Blog Post Module 3: Reflection Prompt

 I would define fitness in the context of evolution as an organism's ability to survive and reproduce in its environment. It isn't really physical strength in this context. In a natural population you could measure fitness by observing the number of offspring produced by as many individuals in a species as you can find and then calculating the average number of offspring born. To account for the survival aspect you could use phenotype and specific visible markers to estimate the age of the oldest individuals in the population. If you know approximately how long most organisms in a population survive then you can compare that with the average number of offspring to try and quantify or better understand fitness in that population. Fitness is also going to be impacted by specific aspects of a habitat such as space, food availability, water availability, competition, predation, etc. At times there may be a tradeoff where exerting energy in one area may lead to a decrease of success in another area. For instance, octopuses typically lay between 50,000 and 80,000 eggs. However, the average life span of the giant pacific octopus is only 3-5 years. It's not very long at all. Therefore, they sacrifice survival to some extent, in order to produce a large amount of offspring and create the best chance for continuing the species. There isn't enough energy for both. Those specific factors would also be important to observe and study. You would also need to look at the genotypes of individuals in the population and see which ones lead to reproductive/survival success. According to research I've done, fitness can also be the relative probability that a genotype will reproduce. In that case, mean absolute fitness can be calculated by the equation W=pW1+qW2 where p is the frequency of genotype 1, q is the frequency of genotype 2, and W1/2 are the absolute fitnesses of genotypes 1 and 2. Mean individual fitness is calculated by P(1)+(1−P)(0) = P

(Article title: Fitness and its role in evolutionary genetics, Author: H. Allen Orr, https://www.ncbi.nlm.nih.gov/pmc/articles/PMC2753274/, August 10, 2009)

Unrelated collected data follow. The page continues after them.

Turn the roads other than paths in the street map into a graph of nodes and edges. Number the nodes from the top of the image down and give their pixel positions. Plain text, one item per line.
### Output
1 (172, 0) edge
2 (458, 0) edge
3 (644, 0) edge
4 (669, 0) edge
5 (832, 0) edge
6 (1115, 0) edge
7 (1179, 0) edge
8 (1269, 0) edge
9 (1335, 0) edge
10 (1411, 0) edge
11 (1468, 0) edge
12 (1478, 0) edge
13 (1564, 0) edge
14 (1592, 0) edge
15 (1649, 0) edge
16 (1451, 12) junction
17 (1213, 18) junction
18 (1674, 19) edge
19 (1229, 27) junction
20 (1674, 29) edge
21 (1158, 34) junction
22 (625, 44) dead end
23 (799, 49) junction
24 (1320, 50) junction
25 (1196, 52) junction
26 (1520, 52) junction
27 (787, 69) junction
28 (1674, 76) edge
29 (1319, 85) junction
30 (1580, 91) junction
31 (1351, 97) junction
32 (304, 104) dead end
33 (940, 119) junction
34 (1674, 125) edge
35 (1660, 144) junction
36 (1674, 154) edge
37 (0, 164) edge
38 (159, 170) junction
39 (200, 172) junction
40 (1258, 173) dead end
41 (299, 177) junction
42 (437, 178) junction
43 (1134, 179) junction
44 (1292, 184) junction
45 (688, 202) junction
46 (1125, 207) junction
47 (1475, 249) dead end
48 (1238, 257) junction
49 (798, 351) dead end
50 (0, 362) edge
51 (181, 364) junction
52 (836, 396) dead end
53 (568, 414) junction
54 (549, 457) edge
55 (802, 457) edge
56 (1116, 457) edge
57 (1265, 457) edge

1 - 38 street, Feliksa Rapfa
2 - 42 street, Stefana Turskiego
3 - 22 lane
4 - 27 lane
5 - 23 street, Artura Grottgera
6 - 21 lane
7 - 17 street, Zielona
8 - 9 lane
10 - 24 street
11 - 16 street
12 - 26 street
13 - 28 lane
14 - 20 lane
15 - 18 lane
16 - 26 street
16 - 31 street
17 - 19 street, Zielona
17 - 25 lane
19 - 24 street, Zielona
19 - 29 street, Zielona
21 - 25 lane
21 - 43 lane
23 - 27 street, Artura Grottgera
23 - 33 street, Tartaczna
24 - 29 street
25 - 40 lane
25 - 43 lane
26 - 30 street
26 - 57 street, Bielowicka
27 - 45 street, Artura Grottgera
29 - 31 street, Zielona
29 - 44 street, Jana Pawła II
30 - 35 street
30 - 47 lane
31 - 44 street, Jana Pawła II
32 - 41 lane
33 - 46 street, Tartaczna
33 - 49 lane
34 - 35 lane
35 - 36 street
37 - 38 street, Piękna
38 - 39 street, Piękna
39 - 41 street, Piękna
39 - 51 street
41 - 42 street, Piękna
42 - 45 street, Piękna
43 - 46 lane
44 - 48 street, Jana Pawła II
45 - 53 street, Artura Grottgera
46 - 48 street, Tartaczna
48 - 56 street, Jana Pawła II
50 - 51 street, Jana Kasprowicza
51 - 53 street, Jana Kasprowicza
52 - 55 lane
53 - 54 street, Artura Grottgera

In a circumstance where chipmunk fitness is being studied, you would look at and measure the space/ habitat that these specific chipmunks inhabit. Do they have enough space to continue reproducing and diversifying? You would also want to come to some conclusion about how many chipmunks there are approximately in this population. Hopefully, the habitat you choose is manageable enough in size to be able to get a pretty accurate population size. A larger population would generally mean more genetic diversity and thus a greater chance to reproduce and be successful. A smaller population typically means less genetic diversity. Because population fitness heavily depends on the diversity of alleles in a population, this is very important to study. I am not exactly sure how to incorporate factors such food/water availability, competition, etc. but those could definitely impact a population's fitness. If there is a drought or insufficient food for example, then those chipmunks would not be able to survive and therefore reproduce. So I guess what I'm saying is that it depends on the specific genetic and environmental circumstances of that time. You could also observe chipmunk nests/burrows around the area and get an idea of how many young a typical chipmunk gives birth to. To be more accurate and use the formulas, genetic studies would need to be conducted. You couldn't observe those things through studying in the habitat alone. Phenotype can't always give you the correct genotype.

(https://hugepdf.com/download/download-two-species-of-chipmunk-are-being-studied-in-a-national-park-the_pdf, April 11, 2018)